Democracy at its messiest best

The great British statesman Winston Churchill had it right when he described representative democracy as an inefficient, clumsy and messy form government, but better than any other form that had devised.

We’re witnessing it in its messiest form right now.

Congress and the president are locking horns over spending for a wall along our southern border. Donald Trump wants money to pay for the wall, although he initially promised he would make Mexico pay for it. That won’t happen.

Failure to pay for the wall would result in a partial shutdown of the government at midnight Friday. Merry Christmas, to thousands of federal employees who will not be paid for the time they are being forced to take away from work.

I am just one of those Americans who doesn’t quite understand why we reach this precipice every few months. Why in the world must we subject ourselves to this kind of melodrama? Why do Congress and the White House fail continually to provide long-term budgets that allow them to avoid this kind of brinksmanship?

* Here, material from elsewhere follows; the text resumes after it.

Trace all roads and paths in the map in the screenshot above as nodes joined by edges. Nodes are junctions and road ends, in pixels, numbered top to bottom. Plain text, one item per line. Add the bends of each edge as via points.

The president has his constituency. Each member of Congress — 435 House members and 100 senators — answers to his or her own constituencies. They fight. They wrangle. They haggle. They argue. They threaten each other. They toss insults. And all the while the government that is supposed to serve all Americans is being kicked around like some kind of cow chip.

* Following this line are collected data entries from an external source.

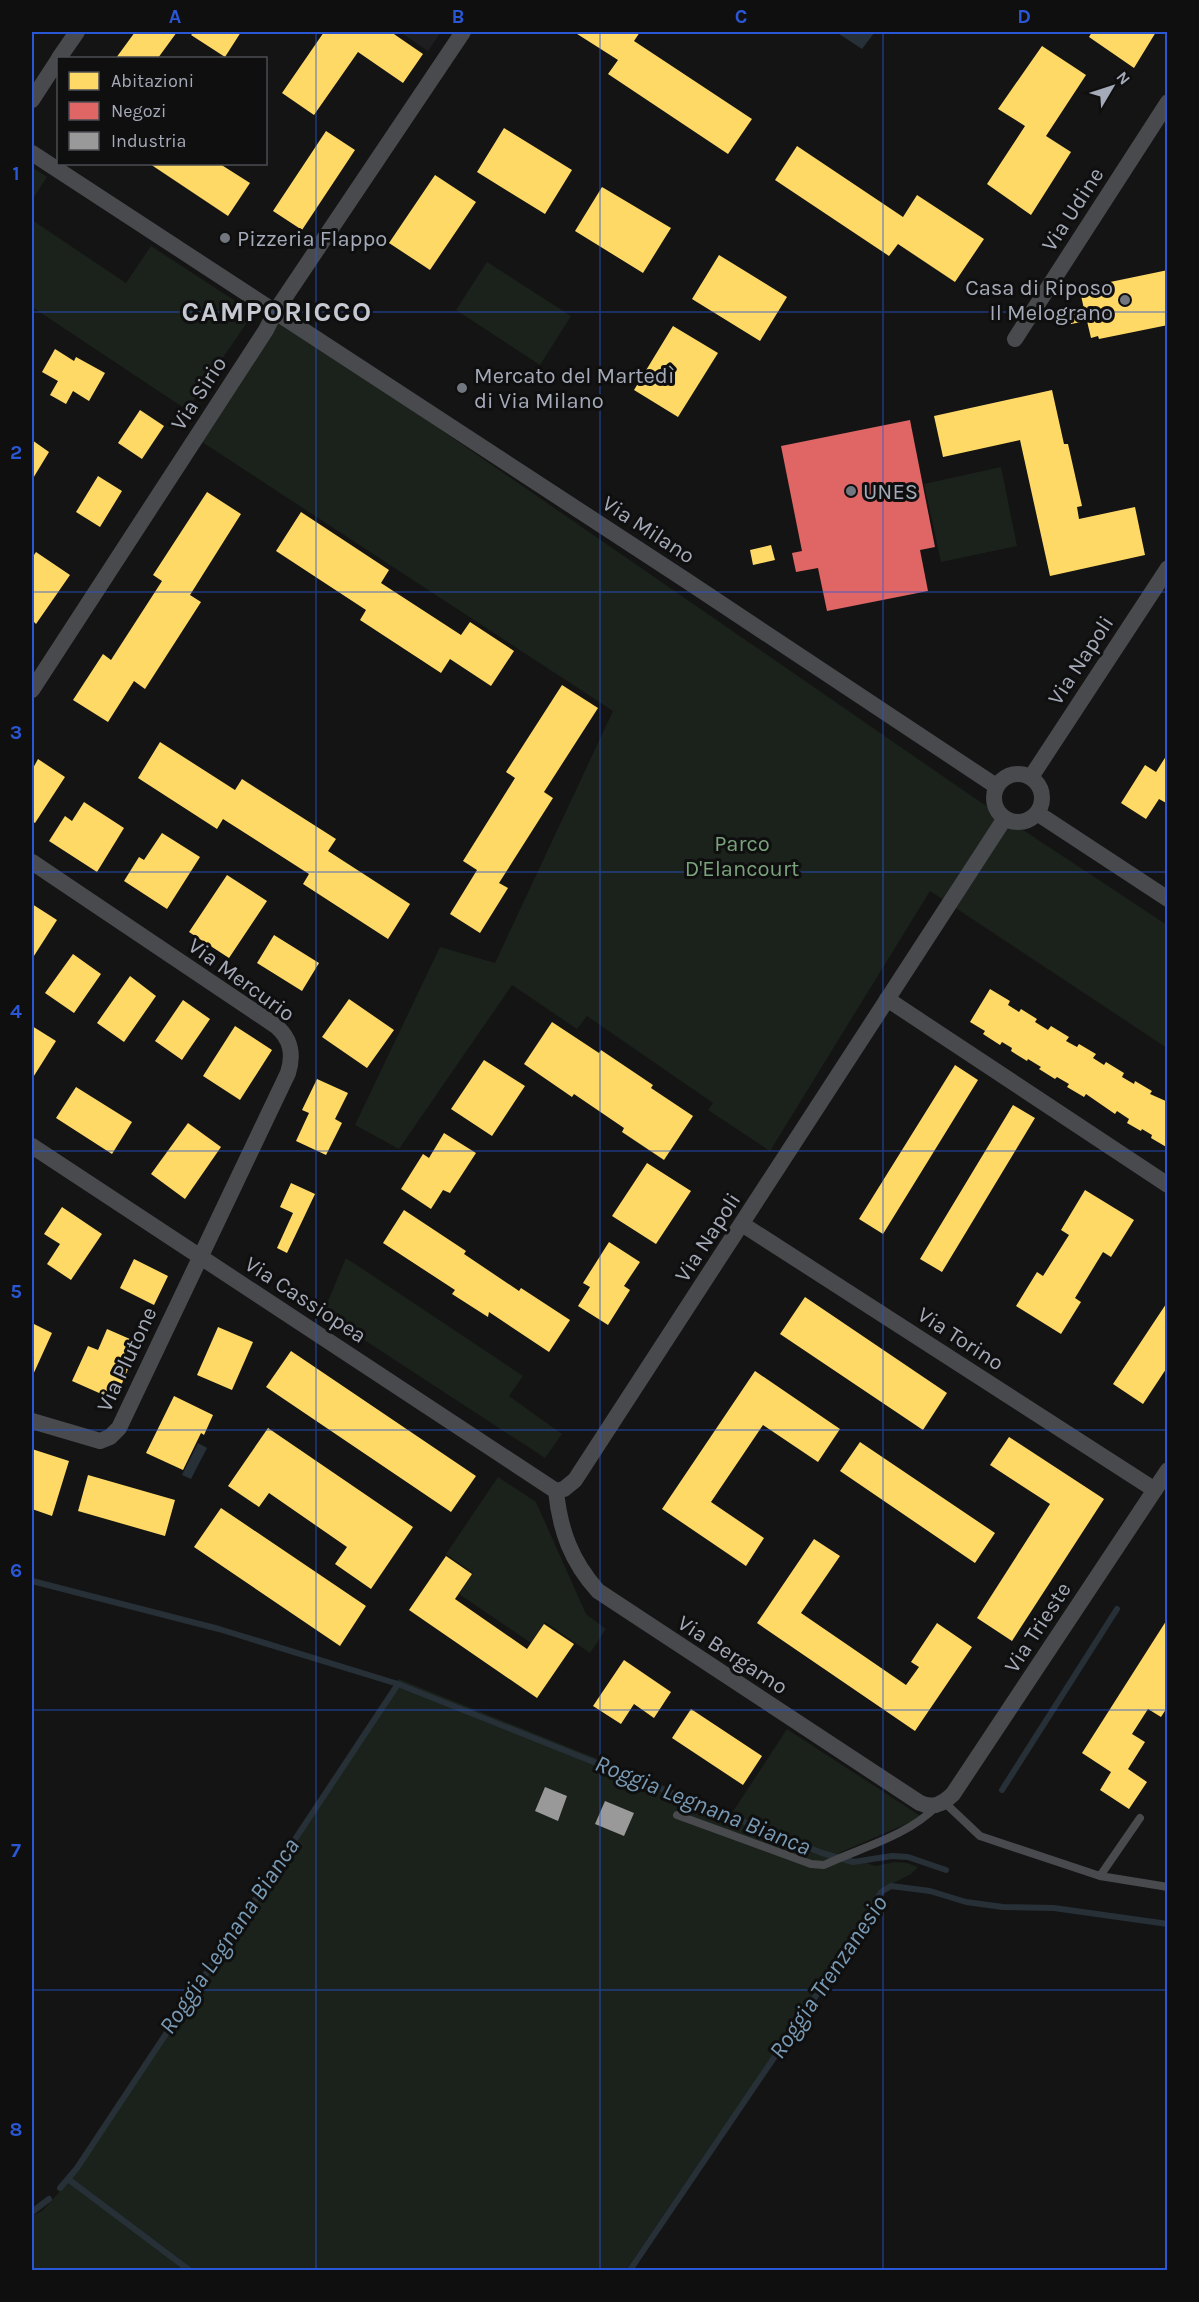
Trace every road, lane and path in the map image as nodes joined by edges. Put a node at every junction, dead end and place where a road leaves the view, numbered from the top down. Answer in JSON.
{"nodes":[{"id":1,"x":77,"y":32,"type":"edge"},
{"id":2,"x":463,"y":32,"type":"edge"},
{"id":3,"x":60,"y":57,"type":"edge"},
{"id":4,"x":57,"y":62,"type":"edge"},
{"id":5,"x":32,"y":100,"type":"edge"},
{"id":6,"x":1167,"y":102,"type":"edge"},
{"id":7,"x":32,"y":153,"type":"edge"},
{"id":8,"x":275,"y":312,"type":"junction"},
{"id":9,"x":1015,"y":339,"type":"dead end"},
{"id":10,"x":1167,"y":567,"type":"edge"},
{"id":11,"x":32,"y":690,"type":"edge"},
{"id":12,"x":1031,"y":777,"type":"junction"},
{"id":13,"x":996,"y":786,"type":"junction"},
{"id":14,"x":1037,"y":813,"type":"junction"},
{"id":15,"x":1005,"y":818,"type":"junction"},
{"id":16,"x":32,"y":862,"type":"edge"},
{"id":17,"x":1167,"y":899,"type":"edge"},
{"id":18,"x":887,"y":999,"type":"junction"},
{"id":19,"x":32,"y":1146,"type":"edge"},
{"id":20,"x":1167,"y":1185,"type":"edge"},
{"id":21,"x":742,"y":1224,"type":"junction"},
{"id":22,"x":200,"y":1256,"type":"junction"},
{"id":23,"x":32,"y":1421,"type":"edge"},
{"id":24,"x":1167,"y":1470,"type":"edge"},
{"id":25,"x":1155,"y":1490,"type":"junction"},
{"id":26,"x":556,"y":1491,"type":"junction"},
{"id":27,"x":942,"y":1803,"type":"junction"},
{"id":28,"x":677,"y":1815,"type":"dead end"},
{"id":29,"x":1140,"y":1818,"type":"dead end"},
{"id":30,"x":1100,"y":1876,"type":"junction"},
{"id":31,"x":1167,"y":1887,"type":"edge"}],
"edges":[{"from":1,"to":3,"type":"street"},
{"from":2,"to":8,"type":"street","name":"Via Sirio"},
{"from":4,"to":5,"type":"street"},
{"from":6,"to":9,"type":"street","name":"Via Udine"},
{"from":7,"to":8,"type":"street","name":"Via Milano"},
{"from":8,"to":11,"type":"street","name":"Via Sirio"},
{"from":8,"to":13,"type":"street","name":"Via Milano"},
{"from":10,"to":12,"type":"street","name":"Via Napoli"},
{"from":12,"to":13,"type":"street"},
{"from":12,"to":14,"type":"street"},
{"from":13,"to":15,"type":"street"},
{"from":14,"to":15,"type":"street"},
{"from":14,"to":17,"type":"street"},
{"from":15,"to":18,"type":"street","name":"Via Napoli"},
{"from":16,"to":22,"type":"street","name":"Via Mercurio"},
{"from":18,"to":20,"type":"street"},
{"from":18,"to":21,"type":"street","name":"Via Napoli"},
{"from":19,"to":22,"type":"street","name":"Via Cassiopea"},
{"from":21,"to":25,"type":"street","name":"Via Torino"},
{"from":21,"to":26,"type":"street","name":"Via Napoli"},
{"from":22,"to":23,"type":"street","name":"Via Plutone"},
{"from":22,"to":26,"type":"street","name":"Via Cassiopea"},
{"from":24,"to":25,"type":"street","name":"Via Trieste"},
{"from":25,"to":27,"type":"street","name":"Via Trieste"},
{"from":26,"to":27,"type":"street","name":"Via Bergamo"},
{"from":27,"to":28,"type":"lane"},
{"from":27,"to":30,"type":"lane"},
{"from":29,"to":30,"type":"lane"},
{"from":30,"to":31,"type":"lane"}]}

We don’t need to build a wall to secure our southern border. The president doesn’t seem to get that. He wants the wall because he made some idiotic campaign promise. Congressional Democrats want to secure the border through other means.

At last report, the White House indicates that Trump is backing away from the wall. The impasse remains.

Churchill was right about representative democracy. So help me, though, it doesn’t need to be this messy.